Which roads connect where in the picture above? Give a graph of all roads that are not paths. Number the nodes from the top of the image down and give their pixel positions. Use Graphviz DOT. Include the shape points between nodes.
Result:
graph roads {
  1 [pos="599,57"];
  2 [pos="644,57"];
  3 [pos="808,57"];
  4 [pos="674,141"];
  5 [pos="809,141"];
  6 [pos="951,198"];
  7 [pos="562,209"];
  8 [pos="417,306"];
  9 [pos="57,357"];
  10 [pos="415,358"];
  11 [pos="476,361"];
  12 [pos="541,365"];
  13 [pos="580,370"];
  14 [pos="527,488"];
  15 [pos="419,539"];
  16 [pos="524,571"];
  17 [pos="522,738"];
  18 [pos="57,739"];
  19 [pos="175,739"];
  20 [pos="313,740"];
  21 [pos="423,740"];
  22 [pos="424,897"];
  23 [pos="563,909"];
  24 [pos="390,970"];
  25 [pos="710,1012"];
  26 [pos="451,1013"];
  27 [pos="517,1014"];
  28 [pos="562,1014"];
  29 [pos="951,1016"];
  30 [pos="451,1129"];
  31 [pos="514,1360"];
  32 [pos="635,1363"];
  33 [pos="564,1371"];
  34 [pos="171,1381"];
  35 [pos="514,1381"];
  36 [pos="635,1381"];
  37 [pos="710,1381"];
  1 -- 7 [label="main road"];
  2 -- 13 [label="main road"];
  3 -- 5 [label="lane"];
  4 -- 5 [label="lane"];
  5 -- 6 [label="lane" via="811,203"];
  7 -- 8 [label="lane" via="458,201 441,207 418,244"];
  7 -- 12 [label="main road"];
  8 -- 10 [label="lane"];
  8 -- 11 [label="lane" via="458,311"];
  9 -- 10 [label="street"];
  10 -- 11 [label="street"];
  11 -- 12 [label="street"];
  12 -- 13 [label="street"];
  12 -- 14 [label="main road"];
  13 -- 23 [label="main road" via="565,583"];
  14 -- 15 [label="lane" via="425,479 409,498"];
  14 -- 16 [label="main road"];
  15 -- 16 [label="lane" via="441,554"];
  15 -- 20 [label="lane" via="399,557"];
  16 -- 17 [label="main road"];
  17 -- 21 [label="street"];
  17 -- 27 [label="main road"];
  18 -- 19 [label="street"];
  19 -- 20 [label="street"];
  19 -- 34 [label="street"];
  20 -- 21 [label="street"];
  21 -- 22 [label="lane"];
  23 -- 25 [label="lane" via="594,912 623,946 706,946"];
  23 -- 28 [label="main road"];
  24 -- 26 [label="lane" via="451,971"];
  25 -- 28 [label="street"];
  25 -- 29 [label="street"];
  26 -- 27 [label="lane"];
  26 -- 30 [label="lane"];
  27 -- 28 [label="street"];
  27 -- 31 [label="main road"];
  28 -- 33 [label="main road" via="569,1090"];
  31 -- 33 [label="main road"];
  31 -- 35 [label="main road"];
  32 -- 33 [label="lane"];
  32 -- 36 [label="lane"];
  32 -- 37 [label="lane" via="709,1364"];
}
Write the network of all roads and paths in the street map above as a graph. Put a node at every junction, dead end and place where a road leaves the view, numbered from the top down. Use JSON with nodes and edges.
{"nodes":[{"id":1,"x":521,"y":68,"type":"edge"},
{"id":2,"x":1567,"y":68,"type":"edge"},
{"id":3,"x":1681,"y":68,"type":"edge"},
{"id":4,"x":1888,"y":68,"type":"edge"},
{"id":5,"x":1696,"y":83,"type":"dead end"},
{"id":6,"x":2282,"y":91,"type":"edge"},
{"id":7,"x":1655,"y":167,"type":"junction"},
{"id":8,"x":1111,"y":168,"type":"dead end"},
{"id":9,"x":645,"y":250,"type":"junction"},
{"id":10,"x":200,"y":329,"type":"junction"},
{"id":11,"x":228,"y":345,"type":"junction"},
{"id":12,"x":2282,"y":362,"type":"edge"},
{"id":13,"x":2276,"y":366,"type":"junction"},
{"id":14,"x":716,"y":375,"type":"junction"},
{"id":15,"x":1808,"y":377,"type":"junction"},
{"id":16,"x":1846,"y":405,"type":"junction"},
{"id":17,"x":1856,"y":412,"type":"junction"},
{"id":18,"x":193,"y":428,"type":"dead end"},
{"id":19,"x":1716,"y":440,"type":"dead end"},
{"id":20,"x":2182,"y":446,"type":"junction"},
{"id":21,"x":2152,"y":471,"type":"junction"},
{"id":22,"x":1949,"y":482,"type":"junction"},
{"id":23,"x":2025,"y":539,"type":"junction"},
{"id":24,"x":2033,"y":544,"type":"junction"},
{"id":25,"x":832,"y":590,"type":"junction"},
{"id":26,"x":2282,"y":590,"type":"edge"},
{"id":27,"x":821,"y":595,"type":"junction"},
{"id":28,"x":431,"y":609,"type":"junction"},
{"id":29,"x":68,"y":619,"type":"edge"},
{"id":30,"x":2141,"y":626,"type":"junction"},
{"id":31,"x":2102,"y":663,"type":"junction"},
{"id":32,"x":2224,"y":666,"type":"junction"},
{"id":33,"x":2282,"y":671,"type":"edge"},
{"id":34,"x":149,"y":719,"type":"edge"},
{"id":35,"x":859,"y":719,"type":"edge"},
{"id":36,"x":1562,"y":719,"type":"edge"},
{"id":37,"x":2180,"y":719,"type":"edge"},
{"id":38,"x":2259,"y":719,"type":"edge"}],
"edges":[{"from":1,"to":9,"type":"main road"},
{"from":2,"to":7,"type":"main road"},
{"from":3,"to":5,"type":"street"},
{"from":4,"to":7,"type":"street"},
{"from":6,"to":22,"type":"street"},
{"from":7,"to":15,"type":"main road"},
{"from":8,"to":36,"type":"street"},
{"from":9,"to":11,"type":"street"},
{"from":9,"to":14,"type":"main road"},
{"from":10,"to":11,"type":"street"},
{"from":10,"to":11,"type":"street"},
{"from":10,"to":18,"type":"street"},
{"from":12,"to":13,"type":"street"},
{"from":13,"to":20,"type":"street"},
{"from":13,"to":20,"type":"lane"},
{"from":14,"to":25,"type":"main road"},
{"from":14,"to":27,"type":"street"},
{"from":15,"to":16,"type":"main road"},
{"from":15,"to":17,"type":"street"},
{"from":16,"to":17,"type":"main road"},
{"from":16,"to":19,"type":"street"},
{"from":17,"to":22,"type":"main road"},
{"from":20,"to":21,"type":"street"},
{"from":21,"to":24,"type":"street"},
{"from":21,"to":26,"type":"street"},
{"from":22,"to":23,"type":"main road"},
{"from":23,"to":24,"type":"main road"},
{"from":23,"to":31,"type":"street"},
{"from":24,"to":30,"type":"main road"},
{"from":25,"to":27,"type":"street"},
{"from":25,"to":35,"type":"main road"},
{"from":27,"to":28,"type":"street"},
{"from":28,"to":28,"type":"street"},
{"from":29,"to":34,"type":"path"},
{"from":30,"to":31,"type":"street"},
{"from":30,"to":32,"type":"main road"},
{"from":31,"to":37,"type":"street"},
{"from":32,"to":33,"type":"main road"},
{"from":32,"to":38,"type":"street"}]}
● ● ● ● ●
▸ TASK OBJECTIVE: Copy each line from the data that features the string "paths".

▸ ANSWER BELOW:
Which roads connect where in the picture above? Give a graph of all roads that are not paths. Number the nodes from the top of the image down and give their pixel positions. Use Graphviz DOT. Include the shape points between nodes.
Write the network of all roads and paths in the street map above as a graph. Put a node at every junction, dead end and place where a road leaves the view, numbered from the top down. Use JSON with nodes and edges.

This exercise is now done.